O&P North America reported EBITDA of €118 million compared to €189 million in Q2, 2024. Ethylene markets were generally solid in the quarter with steady domestic demand. Polymer demand was subdued but generally stable, although polypropylene markets were weak. Downstream pipe markets were firm with stable demand.

O&P Europe reported EBITDA of €61 million compared to €177 million in Q2, 2024. Markets for olefins in the quarter were stable although most industry crackers are still trimmed across Europe. Markets for butadiene were relatively solid in the quarter with tight supply and stable demand. European polymer markets were subdued with demand uncertainty.

Chemical Intermediates reported EBITDA of €133 million compared to €210 million in Q2, 2024. Markets in the Oligomers business were solid across the product portfolio, with consistent and firm demand. Demand across most market sectors for the Oxide business was subdued, although partly offset in the USA by some industry supply constraints in the quarter. Demand for the Nitriles business was mixed, with good demand in the USA, lower but stable demand in Europe, and softer demand in Asia due to industry oversupply.  Markets for the Phenol business were firm in the USA and subdued in Europe but continued to be weak in Asia. The segment’s results benefitted from the sale of some surplus EUA and UKA carbon credits in the quarter.

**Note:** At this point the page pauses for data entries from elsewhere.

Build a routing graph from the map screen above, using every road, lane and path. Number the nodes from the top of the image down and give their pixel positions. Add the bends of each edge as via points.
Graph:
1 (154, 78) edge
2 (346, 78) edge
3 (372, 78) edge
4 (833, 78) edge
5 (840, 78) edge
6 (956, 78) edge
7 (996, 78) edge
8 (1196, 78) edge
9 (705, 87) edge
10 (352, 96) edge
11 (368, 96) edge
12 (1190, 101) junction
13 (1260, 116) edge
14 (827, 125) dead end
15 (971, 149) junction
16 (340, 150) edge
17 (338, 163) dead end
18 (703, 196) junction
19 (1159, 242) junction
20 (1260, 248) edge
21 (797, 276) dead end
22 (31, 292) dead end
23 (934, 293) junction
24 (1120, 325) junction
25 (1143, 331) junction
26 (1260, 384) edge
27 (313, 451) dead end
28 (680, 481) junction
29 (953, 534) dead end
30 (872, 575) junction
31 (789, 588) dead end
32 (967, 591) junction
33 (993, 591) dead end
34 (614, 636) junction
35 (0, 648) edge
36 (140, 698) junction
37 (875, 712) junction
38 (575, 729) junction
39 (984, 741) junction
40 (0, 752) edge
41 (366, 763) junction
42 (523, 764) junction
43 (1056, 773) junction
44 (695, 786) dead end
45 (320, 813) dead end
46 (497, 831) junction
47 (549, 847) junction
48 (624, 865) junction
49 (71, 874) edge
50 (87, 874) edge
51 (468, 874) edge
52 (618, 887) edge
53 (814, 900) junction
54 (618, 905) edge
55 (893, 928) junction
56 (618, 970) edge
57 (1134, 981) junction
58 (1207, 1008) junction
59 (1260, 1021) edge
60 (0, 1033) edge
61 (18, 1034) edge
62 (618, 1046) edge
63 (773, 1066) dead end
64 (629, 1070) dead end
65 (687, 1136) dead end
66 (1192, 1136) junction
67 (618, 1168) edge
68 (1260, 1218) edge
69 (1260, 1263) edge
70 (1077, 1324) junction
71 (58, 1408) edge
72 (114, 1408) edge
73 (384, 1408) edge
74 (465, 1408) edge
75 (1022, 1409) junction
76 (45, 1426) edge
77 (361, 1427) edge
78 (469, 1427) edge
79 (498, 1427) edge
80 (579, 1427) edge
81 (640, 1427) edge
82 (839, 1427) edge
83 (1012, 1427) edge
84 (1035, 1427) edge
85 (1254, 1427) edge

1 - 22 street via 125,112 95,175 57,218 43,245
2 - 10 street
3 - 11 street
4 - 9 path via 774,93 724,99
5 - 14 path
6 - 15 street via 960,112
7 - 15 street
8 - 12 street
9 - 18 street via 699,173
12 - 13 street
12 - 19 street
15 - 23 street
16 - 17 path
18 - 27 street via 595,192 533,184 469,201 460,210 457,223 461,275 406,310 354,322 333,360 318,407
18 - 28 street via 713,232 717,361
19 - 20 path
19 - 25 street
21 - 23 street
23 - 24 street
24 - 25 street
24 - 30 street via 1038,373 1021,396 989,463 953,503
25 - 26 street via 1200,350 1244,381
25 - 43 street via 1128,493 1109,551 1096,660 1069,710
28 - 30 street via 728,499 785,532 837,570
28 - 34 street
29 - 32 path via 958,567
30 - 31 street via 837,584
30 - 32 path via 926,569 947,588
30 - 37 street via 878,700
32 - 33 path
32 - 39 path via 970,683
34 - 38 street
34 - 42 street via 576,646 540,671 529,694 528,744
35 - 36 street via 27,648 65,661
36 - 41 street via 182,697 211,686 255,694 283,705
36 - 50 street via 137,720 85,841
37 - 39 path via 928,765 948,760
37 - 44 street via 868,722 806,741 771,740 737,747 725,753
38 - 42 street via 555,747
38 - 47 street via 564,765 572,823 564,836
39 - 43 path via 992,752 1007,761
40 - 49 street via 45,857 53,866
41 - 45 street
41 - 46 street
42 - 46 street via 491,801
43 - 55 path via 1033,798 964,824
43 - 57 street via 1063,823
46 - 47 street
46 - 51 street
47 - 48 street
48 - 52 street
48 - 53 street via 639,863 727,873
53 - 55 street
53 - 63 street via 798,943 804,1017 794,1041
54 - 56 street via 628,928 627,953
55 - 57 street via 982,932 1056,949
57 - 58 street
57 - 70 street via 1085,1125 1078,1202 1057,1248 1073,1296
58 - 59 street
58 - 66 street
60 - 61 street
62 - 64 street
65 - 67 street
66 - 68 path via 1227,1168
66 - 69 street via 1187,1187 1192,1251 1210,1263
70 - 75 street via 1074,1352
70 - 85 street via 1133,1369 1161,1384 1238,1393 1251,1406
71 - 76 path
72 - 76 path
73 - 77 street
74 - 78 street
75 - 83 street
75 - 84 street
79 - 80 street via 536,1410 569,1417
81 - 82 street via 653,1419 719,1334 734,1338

The Group has continued to focus on cash management and liquidity. Net debt was approximately €11.1 billion at the end of June 2025 (including the SECCO Term Loan and Project One Facilities).  Cash balances at the end of the quarter were €2,023 million, and availability under undrawn working capital facilities was €585 million.  Net debt leverage (excluding the SECCO Term Loan and Project One Facilities) was approximately 4.8 times as at the end of June 2025.